Copy out the lines of the material that include the string "Hollywood".

» **EXTRACTED INFORMATION**:
###

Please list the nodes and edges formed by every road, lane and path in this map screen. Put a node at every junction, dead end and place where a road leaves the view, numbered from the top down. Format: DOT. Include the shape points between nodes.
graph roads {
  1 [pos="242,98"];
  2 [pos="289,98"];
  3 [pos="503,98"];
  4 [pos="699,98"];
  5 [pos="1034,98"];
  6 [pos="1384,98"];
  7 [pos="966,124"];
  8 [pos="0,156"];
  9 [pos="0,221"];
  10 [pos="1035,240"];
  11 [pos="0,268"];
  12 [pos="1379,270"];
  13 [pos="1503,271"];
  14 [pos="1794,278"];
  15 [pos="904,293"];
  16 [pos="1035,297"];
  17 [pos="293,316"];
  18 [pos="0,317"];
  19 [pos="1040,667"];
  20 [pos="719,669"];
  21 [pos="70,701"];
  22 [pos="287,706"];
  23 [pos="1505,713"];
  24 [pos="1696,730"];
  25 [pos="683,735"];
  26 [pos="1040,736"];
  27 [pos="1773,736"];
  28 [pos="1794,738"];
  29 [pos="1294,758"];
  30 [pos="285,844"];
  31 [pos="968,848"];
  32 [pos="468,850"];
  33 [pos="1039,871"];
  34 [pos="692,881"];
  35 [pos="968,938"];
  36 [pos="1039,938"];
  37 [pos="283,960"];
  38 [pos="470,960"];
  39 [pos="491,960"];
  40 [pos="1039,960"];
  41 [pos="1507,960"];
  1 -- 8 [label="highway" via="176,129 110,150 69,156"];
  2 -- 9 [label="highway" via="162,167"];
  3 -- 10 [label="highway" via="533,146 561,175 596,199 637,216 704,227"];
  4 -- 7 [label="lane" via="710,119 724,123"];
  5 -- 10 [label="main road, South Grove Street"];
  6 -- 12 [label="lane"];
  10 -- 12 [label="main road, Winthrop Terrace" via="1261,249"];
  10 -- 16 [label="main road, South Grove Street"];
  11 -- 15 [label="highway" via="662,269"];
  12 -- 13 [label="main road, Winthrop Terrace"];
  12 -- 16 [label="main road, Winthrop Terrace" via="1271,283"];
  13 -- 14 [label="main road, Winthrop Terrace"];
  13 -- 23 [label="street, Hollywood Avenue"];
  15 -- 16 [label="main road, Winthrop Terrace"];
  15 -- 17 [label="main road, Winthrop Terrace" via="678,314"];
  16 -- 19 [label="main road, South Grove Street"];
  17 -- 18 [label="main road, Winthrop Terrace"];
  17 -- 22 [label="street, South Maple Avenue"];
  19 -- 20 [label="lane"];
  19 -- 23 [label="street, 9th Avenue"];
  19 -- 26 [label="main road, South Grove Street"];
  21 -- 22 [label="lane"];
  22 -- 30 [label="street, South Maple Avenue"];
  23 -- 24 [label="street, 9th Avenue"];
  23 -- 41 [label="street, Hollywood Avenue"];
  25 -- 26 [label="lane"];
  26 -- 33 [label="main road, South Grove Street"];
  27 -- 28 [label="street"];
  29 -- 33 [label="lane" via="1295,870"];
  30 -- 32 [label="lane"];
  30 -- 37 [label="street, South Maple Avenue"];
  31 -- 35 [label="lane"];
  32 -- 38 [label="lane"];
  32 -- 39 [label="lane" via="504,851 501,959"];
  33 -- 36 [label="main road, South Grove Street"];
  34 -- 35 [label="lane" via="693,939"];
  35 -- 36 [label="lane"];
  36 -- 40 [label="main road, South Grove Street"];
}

###

» **REPLY TO THE EXERCISE**:
  13 -- 23 [label="street, Hollywood Avenue"];
  23 -- 41 [label="street, Hollywood Avenue"];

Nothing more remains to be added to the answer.